Look through the data below and work out how many lines contain the string "than". Give the number alone.
· · · · ·
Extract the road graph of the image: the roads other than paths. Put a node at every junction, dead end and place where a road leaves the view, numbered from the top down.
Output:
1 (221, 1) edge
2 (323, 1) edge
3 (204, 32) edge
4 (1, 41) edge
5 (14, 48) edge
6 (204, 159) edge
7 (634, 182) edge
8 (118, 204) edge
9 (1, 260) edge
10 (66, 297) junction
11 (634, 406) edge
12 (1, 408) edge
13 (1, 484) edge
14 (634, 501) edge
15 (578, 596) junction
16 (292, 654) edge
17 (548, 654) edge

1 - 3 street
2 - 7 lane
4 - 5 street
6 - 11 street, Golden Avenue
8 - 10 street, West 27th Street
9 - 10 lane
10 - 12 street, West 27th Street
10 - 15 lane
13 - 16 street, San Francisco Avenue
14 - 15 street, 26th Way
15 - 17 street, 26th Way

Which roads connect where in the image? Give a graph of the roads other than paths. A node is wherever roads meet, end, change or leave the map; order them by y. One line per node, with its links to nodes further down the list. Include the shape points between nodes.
· · · · ·
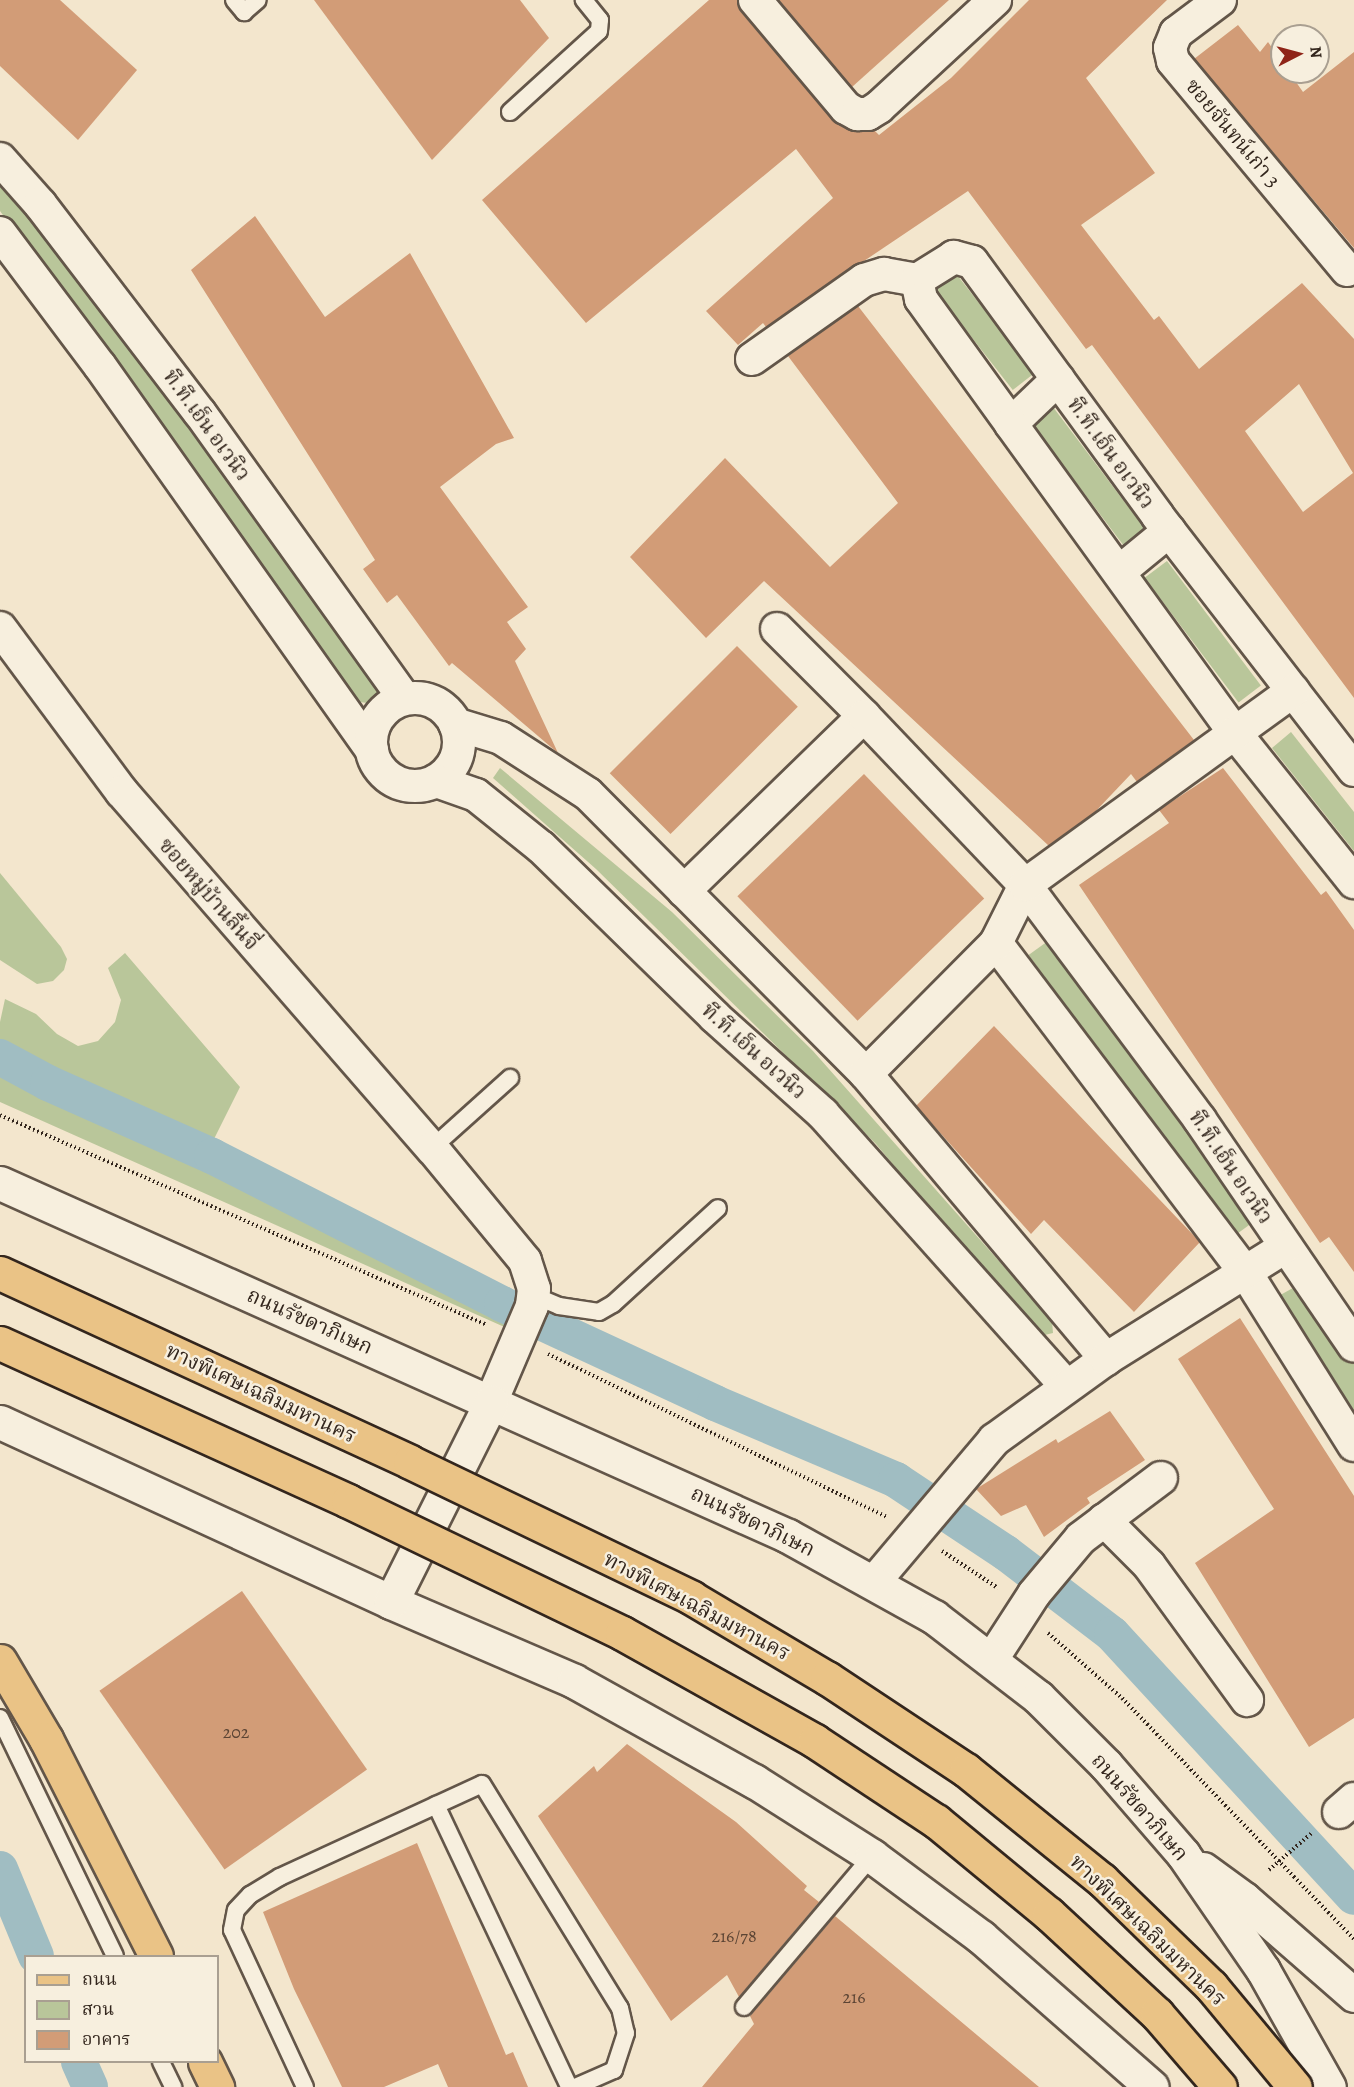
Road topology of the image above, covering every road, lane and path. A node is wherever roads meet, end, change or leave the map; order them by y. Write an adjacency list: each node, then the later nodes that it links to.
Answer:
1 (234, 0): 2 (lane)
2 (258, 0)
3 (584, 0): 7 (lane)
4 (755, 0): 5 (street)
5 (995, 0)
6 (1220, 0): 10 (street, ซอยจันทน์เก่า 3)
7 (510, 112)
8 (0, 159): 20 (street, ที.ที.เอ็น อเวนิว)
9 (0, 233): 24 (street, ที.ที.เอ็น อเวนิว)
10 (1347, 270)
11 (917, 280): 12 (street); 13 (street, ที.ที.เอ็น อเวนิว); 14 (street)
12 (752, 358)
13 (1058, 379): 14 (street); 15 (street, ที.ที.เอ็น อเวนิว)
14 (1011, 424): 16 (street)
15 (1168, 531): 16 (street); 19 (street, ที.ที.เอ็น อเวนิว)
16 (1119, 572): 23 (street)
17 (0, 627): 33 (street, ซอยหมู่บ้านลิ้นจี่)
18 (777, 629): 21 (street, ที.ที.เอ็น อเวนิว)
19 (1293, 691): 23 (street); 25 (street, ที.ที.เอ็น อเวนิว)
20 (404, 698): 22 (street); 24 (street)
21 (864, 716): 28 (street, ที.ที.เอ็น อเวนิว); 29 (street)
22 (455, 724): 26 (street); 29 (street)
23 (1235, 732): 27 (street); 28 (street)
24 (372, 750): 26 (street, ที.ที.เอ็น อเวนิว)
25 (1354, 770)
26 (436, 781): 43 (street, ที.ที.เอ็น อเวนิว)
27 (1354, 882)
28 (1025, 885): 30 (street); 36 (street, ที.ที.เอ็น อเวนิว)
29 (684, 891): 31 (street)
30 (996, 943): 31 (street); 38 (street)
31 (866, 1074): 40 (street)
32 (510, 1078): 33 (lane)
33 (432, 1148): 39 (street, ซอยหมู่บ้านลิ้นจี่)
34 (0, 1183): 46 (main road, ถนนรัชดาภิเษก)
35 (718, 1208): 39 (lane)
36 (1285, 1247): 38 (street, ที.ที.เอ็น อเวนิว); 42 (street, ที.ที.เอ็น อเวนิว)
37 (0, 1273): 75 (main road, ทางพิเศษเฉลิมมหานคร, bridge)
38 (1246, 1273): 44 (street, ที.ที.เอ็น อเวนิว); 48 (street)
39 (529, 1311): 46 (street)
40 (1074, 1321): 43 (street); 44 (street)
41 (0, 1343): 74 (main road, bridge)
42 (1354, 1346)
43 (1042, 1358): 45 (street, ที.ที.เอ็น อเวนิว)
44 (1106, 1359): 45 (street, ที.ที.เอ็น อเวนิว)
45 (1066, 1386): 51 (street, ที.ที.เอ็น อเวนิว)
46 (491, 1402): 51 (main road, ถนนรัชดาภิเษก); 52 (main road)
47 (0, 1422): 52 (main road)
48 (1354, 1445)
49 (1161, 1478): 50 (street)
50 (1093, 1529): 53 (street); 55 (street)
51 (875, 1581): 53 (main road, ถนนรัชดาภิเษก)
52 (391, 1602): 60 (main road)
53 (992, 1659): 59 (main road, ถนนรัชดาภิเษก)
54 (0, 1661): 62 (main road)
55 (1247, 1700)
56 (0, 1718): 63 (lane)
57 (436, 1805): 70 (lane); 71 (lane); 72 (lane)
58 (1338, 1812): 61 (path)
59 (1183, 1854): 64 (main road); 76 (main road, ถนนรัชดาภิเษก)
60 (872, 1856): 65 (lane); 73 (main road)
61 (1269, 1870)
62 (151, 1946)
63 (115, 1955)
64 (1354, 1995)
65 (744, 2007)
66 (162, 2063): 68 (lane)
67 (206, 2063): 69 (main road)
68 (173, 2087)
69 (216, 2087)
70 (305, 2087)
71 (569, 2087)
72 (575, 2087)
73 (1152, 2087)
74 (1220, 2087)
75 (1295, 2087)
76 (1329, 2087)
· · · · ·
=== Response ===
2